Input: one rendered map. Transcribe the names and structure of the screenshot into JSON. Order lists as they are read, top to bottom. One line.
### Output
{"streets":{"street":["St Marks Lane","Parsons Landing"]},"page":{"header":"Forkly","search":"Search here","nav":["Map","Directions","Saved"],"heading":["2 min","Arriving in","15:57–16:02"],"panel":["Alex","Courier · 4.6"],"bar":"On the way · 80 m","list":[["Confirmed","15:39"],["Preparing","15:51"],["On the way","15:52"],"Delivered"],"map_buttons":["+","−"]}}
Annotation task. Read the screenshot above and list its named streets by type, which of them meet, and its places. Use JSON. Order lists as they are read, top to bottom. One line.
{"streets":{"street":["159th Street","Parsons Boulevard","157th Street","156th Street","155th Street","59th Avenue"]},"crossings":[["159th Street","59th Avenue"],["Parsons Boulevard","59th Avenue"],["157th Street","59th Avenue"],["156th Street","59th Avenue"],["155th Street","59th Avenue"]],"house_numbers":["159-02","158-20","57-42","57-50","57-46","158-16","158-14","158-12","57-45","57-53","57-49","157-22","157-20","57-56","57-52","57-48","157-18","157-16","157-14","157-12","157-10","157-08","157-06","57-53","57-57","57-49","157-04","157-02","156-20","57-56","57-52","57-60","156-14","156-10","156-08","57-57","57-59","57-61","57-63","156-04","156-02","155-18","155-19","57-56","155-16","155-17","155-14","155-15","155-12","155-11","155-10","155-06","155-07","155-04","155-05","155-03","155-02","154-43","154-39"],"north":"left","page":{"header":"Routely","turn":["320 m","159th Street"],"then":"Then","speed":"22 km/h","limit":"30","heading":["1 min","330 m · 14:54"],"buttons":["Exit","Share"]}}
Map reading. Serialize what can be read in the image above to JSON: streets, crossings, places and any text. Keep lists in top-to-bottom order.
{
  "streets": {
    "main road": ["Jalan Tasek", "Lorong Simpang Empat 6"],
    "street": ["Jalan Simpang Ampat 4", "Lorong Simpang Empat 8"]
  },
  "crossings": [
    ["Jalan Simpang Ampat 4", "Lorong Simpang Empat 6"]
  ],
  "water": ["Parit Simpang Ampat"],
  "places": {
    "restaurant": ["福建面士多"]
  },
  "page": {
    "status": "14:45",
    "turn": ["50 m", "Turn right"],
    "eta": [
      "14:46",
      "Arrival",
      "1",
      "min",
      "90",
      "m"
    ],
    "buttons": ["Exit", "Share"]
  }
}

══════════

- Work task -
Please make an exact copy of every record, leaving nothing out.

- Problem solution -
Input: one rendered map. Transcribe the names and structure of the screenshot into JSON. Order lists as they are read, top to bottom. One line.
### Output
{"streets":{"street":["St Marks Lane","Parsons Landing"]},"page":{"header":"Forkly","search":"Search here","nav":["Map","Directions","Saved"],"heading":["2 min","Arriving in","15:57–16:02"],"panel":["Alex","Courier · 4.6"],"bar":"On the way · 80 m","list":[["Confirmed","15:39"],["Preparing","15:51"],["On the way","15:52"],"Delivered"],"map_buttons":["+","−"]}}
Annotation task. Read the screenshot above and list its named streets by type, which of them meet, and its places. Use JSON. Order lists as they are read, top to bottom. One line.
{"streets":{"street":["159th Street","Parsons Boulevard","157th Street","156th Street","155th Street","59th Avenue"]},"crossings":[["159th Street","59th Avenue"],["Parsons Boulevard","59th Avenue"],["157th Street","59th Avenue"],["156th Street","59th Avenue"],["155th Street","59th Avenue"]],"house_numbers":["159-02","158-20","57-42","57-50","57-46","158-16","158-14","158-12","57-45","57-53","57-49","157-22","157-20","57-56","57-52","57-48","157-18","157-16","157-14","157-12","157-10","157-08","157-06","57-53","57-57","57-49","157-04","157-02","156-20","57-56","57-52","57-60","156-14","156-10","156-08","57-57","57-59","57-61","57-63","156-04","156-02","155-18","155-19","57-56","155-16","155-17","155-14","155-15","155-12","155-11","155-10","155-06","155-07","155-04","155-05","155-03","155-02","154-43","154-39"],"north":"left","page":{"header":"Routely","turn":["320 m","159th Street"],"then":"Then","speed":"22 km/h","limit":"30","heading":["1 min","330 m · 14:54"],"buttons":["Exit","Share"]}}
Map reading. Serialize what can be read in the image above to JSON: streets, crossings, places and any text. Keep lists in top-to-bottom order.
{
  "streets": {
    "main road": ["Jalan Tasek", "Lorong Simpang Empat 6"],
    "street": ["Jalan Simpang Ampat 4", "Lorong Simpang Empat 8"]
  },
  "crossings": [
    ["Jalan Simpang Ampat 4", "Lorong Simpang Empat 6"]
  ],
  "water": ["Parit Simpang Ampat"],
  "places": {
    "restaurant": ["福建面士多"]
  },
  "page": {
    "status": "14:45",
    "turn": ["50 m", "Turn right"],
    "eta": [
      "14:46",
      "Arrival",
      "1",
      "min",
      "90",
      "m"
    ],
    "buttons": ["Exit", "Share"]
  }
}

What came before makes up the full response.